I wonder how closely the jump in growth correlates to the first vinyl + MP3 offerings. I my experience it has become easier to find the dual format both in brick and mortar and online retailers, but it wasn’t an over-night shift. The combined distribution would seem to be a boon for any market or demographic as it buffs much of the risk of buying vinyl, namely, lack of portability and/or equipment.
” I my experience it has become easier to find the dual format both in brick and mortar and online retailers”
Thats pretty cool – sort of a ‘best of both worlds’ approach…
I haven’t seen anything like this around here yet. Do you get the cover art and all the fun stuff ? Is this for ‘oldies’ or new stuff ?
It’s bands sticking a DL card in the vinyl. So it theoretically comes with whatever art/data they stuck in the download. I don’t think I’ve seen older titles being repackaged this way, might be wrong, but if you go look at this week’s new vinyl releases I imagine the vast majority of them will include a DL card or code.
Ahh..that explains it…I thought it might be something I’d see at Fry’s Electronics or Target or something.
I actually don’t think we have a ‘real’ record store around here…
Bit tired of seeing these supposedly earth shattering headlines and statistics about vinyl. This “scrape the surface ” journalism never talks to the vinyl record store owners and just how hard it is to stay in business because of so many other factors like rent, insurance, shipping etc.
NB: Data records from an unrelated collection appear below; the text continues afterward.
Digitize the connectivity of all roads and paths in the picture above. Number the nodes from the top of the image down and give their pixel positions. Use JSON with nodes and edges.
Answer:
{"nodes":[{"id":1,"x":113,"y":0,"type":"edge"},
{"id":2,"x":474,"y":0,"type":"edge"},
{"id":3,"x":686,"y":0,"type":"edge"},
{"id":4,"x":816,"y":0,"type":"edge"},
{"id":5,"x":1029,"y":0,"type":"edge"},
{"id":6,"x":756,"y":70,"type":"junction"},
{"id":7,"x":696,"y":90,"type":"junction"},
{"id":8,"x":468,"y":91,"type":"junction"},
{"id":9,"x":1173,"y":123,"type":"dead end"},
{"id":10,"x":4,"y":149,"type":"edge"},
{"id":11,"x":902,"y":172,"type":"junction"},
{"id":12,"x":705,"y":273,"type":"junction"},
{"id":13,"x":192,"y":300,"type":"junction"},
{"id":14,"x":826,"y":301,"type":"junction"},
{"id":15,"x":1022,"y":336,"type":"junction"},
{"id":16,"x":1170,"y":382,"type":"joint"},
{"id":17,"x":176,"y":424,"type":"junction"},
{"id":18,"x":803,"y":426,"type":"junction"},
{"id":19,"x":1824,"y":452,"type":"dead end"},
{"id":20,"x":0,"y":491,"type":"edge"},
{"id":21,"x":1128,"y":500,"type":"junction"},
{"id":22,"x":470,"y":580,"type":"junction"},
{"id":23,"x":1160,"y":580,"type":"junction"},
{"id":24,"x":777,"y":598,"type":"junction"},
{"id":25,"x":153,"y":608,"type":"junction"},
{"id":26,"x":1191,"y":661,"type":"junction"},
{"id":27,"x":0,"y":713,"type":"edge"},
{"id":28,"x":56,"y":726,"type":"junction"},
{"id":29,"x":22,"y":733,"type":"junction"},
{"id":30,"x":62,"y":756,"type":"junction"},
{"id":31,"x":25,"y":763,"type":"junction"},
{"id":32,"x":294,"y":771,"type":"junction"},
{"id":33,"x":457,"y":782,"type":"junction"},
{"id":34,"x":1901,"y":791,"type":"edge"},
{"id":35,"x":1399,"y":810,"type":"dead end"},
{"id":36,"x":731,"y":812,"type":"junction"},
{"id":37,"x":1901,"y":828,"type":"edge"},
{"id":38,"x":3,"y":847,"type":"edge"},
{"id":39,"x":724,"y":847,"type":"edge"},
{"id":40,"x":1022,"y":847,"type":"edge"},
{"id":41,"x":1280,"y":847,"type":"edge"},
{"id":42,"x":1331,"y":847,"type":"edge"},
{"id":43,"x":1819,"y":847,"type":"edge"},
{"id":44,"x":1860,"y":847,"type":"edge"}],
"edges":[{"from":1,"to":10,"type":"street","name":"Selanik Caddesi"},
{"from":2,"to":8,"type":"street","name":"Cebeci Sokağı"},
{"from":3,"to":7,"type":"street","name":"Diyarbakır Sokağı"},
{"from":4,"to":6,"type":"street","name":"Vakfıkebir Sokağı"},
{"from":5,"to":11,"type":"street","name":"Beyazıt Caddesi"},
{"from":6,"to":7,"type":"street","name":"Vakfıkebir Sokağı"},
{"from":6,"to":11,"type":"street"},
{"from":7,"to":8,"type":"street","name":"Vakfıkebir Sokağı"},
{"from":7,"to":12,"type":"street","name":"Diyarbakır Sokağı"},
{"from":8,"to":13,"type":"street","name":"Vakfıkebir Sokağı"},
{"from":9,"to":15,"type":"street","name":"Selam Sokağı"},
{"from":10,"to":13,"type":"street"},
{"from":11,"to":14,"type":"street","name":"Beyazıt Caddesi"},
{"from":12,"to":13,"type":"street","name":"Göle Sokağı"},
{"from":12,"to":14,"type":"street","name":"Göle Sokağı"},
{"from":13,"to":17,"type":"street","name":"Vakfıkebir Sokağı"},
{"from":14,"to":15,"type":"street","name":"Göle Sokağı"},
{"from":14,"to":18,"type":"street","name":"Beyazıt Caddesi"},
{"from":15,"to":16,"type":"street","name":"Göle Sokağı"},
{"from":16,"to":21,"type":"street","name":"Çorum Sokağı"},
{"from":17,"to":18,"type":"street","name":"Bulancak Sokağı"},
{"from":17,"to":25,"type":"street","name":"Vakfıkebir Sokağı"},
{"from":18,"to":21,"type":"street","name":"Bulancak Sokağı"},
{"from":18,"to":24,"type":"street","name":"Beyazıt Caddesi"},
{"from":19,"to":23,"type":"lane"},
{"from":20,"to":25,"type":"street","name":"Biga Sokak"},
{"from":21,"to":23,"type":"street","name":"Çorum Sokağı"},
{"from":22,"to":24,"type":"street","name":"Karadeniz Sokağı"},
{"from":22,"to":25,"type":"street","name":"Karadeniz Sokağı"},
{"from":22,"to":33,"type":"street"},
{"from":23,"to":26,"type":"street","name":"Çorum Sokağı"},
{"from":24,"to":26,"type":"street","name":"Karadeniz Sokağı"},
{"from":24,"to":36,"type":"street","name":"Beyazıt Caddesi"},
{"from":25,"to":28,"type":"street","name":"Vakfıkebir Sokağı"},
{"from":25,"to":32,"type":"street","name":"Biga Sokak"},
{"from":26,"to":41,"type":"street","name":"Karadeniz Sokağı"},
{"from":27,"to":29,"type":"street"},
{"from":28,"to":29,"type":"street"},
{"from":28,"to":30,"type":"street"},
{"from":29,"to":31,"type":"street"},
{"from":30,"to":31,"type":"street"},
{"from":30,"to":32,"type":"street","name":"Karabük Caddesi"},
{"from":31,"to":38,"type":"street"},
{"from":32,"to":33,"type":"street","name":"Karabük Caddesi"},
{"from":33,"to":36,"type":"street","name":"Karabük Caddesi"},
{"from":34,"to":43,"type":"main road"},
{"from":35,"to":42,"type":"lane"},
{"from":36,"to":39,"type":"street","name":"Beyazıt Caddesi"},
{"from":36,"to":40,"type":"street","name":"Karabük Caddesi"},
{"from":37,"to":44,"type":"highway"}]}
The fact that major labels are deciding to press more vinyl is only because they make a larger margin on physical product. What is actually happening is that the real vinyl collectors cannot get stock of the more truly vinyl centric releases because the manufacturing process is backed up by the majors pressing pop records for hipsters.
The fact of the matter is record stores are still going out of business because they cannot compete with the way Amazon low balls pricing on vinyl sales. Real vinyl centric labels cannot make a profit because of the economies of scale that they have to use to manufacture records.
A more enlightening article about vinyl sales would be appreciated. It needs to do more than compare YOY sales by soundscan that does not even contemplate 90% of the real vinyl sales.
There are plenty of interviews with recod store owners on the net if you really want to find them. Those owners a pretty estatic these days
To get away from the sales aspect of vinyl, it really surprises me that when people listen to vinyl,do they really know what they’relistening to?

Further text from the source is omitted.